What do you guys think, Mag or Optical?

Vic.


----------



## Davo J (Jun 18, 2011)

I have had 3 DRO's with glass scales for 4-5 years with no problems what so ever.
I have seen the magnetic ones, but wonder what happens if a mag base comes close to them.
As long as you put covers on the glass scales they will last a long time and you can get the slim line ones to fit in combined places.
Those budget read outs they sell are copies of the Meister on ebay. I am not sure how much the Machine DRO UK charge for a set, but it might be cheaper buying them through Meister on ebay.
http://shop.ebay.com.au/meisterdroshop/m.html?_trksid=p4340.l2562

There is also the Sino which can do mill, lathe, EDM and grinder all out of one read out
http://shop.ebay.com.au/xiao1207/m.html?_trksid=p4340.l2562
He charges about $10 an axis extra for slimline scales and around $20 an axis extra for 0.001mm scales.
I have dealt with both these sellers and highly recommend them.

Dave


----------



## djc (Jun 18, 2011)

Davo J  said:
			
		

> ...There is also the Sino...



...which in the UK can be bought, inter alia, from Jade Products http://www.digital-caliper.co.uk/ . No connection, just someone else to consider.


----------



## Omnimill (Jun 18, 2011)

Thanks for the info guys I'll have a look. The reason I started to look at the Magnescale was due to the published advantages over Glass scales. The manufacturers will always promote their technology but they say it is far more robust and doesn't require maintenance or cleaning. Also mentioned was that glass scales expand and contract at different rates to the machine? I wish one was a lot cheaper than the other then it would be easy for me to decide :big: I think I need to see both types up close.

Vic.

Much smaller so leaning towards the Magnetic although it will end up a bit more expensive:

http://www.allendale-stores.co.uk/dro/info/linear_encoder_comparison.pdf


----------



## BillTodd (Jun 18, 2011)

> The manufacturers will always promote their technology but they say it is far more robust and doesn't require maintenance or cleaning.

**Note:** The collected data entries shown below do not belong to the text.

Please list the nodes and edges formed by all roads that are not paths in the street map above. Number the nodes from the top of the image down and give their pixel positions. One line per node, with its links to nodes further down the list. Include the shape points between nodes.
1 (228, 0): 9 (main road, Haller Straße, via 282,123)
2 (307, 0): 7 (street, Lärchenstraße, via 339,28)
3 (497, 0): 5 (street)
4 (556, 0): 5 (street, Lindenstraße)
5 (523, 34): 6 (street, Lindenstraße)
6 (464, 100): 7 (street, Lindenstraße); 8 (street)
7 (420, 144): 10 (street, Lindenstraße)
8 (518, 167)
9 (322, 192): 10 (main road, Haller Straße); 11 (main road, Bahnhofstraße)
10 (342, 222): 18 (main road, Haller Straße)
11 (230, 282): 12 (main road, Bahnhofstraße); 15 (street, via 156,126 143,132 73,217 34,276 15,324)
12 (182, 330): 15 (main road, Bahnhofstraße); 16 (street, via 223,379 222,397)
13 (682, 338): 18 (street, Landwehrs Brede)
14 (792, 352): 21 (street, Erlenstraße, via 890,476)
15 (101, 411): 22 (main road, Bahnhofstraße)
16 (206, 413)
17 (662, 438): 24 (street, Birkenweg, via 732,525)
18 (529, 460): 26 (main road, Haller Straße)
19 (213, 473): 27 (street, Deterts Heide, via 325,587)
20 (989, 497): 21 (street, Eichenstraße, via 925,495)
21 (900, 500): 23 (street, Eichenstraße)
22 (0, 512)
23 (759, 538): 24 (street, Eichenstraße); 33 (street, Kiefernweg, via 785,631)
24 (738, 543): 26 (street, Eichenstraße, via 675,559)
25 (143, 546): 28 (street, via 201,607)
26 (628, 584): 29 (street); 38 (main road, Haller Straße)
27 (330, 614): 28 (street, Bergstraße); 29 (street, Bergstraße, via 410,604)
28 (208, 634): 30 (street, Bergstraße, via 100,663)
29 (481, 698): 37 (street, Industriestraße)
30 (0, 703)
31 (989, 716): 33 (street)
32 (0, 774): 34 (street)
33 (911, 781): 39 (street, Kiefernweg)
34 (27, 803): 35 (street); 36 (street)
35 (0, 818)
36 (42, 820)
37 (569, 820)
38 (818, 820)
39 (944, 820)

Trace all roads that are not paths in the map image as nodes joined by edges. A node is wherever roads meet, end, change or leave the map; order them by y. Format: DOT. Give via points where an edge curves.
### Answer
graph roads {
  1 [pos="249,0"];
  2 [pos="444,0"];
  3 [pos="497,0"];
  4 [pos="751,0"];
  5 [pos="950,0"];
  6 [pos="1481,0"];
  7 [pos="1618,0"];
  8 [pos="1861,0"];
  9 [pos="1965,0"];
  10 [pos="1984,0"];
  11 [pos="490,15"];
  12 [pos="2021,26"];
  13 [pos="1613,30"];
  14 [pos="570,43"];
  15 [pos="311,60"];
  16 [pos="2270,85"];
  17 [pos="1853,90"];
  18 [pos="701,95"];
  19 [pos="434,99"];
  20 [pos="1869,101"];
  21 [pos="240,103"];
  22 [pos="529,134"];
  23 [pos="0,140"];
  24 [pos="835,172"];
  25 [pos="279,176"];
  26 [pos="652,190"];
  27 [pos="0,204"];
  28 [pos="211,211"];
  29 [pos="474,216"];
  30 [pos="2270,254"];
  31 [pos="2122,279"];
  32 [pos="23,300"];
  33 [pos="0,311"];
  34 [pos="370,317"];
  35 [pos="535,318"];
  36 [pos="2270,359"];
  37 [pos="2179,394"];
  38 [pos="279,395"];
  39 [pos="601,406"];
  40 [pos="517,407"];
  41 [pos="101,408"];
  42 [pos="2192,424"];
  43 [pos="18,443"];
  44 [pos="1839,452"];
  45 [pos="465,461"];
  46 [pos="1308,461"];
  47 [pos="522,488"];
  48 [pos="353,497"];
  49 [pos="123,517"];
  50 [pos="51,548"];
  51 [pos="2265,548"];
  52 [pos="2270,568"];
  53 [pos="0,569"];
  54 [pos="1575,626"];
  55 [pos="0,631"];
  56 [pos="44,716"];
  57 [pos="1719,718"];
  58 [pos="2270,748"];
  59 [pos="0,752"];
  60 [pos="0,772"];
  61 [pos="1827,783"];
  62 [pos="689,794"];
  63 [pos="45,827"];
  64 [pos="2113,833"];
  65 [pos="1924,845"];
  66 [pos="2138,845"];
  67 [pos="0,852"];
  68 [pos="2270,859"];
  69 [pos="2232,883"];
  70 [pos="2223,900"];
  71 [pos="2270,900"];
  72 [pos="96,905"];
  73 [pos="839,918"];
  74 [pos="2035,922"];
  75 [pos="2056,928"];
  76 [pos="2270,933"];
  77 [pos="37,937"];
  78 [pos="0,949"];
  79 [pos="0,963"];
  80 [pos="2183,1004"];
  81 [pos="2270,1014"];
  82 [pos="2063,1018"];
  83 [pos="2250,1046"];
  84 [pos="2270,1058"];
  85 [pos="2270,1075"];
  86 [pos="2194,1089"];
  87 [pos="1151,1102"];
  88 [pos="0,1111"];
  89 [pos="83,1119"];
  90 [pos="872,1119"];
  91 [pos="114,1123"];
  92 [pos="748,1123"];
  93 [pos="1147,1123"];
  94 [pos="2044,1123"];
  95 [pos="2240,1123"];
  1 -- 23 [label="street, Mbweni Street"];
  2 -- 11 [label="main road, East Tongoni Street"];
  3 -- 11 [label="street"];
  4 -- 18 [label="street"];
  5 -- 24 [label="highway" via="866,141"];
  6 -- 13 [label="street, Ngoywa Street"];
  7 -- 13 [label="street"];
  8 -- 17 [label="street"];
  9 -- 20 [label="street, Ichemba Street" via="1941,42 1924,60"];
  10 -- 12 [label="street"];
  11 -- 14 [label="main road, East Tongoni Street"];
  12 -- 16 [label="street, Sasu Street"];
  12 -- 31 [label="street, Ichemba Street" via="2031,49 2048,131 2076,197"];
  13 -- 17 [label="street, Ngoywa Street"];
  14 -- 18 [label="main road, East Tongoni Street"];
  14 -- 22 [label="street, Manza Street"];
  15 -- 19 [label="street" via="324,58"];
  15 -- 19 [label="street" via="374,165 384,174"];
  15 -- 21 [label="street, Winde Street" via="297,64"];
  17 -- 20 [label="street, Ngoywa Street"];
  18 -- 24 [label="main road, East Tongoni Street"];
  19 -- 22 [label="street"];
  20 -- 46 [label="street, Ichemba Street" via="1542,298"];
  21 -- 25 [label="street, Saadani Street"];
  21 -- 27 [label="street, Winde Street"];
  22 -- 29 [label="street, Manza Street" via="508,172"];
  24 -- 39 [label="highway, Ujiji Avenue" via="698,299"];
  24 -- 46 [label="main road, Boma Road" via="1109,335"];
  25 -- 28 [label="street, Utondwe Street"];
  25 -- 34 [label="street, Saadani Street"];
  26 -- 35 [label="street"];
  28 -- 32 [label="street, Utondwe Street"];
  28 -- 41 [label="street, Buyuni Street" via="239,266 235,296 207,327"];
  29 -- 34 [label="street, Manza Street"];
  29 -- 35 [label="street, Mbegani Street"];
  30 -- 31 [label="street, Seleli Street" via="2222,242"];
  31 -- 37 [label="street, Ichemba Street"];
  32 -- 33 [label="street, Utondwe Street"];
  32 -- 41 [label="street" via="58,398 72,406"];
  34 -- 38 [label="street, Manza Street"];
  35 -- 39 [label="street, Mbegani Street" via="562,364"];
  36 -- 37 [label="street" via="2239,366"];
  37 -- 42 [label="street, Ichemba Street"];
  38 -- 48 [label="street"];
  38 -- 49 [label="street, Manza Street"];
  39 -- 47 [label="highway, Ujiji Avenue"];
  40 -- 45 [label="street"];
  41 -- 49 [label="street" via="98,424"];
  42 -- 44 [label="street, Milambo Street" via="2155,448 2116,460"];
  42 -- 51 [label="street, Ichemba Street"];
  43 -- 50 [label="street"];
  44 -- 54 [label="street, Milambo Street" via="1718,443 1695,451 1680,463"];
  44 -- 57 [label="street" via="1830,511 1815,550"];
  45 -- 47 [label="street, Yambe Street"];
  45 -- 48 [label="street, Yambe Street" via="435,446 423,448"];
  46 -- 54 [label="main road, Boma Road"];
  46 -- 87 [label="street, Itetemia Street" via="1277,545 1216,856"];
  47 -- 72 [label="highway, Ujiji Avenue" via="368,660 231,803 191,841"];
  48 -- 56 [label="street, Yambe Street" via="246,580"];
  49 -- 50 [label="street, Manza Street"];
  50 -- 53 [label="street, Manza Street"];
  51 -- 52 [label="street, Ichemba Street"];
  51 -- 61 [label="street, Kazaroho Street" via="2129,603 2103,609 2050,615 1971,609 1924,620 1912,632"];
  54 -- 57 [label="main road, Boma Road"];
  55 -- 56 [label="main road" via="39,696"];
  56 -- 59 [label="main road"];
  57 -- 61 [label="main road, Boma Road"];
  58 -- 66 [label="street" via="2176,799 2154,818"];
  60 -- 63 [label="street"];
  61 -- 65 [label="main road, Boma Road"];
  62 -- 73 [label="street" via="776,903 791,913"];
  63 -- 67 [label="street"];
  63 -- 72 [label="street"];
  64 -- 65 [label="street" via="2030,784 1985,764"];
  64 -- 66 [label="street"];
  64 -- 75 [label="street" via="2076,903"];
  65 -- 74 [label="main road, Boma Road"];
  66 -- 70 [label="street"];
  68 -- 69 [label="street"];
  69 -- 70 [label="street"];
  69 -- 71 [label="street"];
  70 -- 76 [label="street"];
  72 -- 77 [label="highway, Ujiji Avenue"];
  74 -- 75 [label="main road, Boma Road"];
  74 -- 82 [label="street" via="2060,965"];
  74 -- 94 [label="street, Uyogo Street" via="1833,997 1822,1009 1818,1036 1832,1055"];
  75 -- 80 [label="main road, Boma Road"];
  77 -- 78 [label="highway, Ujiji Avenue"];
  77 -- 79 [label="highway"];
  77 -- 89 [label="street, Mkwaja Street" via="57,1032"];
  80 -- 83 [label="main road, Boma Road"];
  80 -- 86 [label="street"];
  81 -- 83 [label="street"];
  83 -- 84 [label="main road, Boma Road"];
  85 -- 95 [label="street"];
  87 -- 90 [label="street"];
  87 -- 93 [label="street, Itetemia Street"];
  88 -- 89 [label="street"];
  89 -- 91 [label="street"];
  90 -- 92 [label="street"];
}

Well, I can say the Sony Magnescales on my HLV-H when I got it were absolutely chock-o-block with congealed coolant to the point where one would only move 2" - I flushed them out with jizer and WD40 re-oiled the ball races on the pick-up head (these things are beautifully made) and they are now working fine (still resolving down to 0.00005" - yes that is five decimal places)

I can't believe glass scales would have survived the cleaning, let alone the work environment that got them in the the state in the first place

Magnetic bases or swarf pick-up tools don't affect them at all .

Bill


----------



## Omnimill (Jun 19, 2011)

Thanks Bill, I've seen pictures of some of the Sony ones they do look solid.

Vic.


----------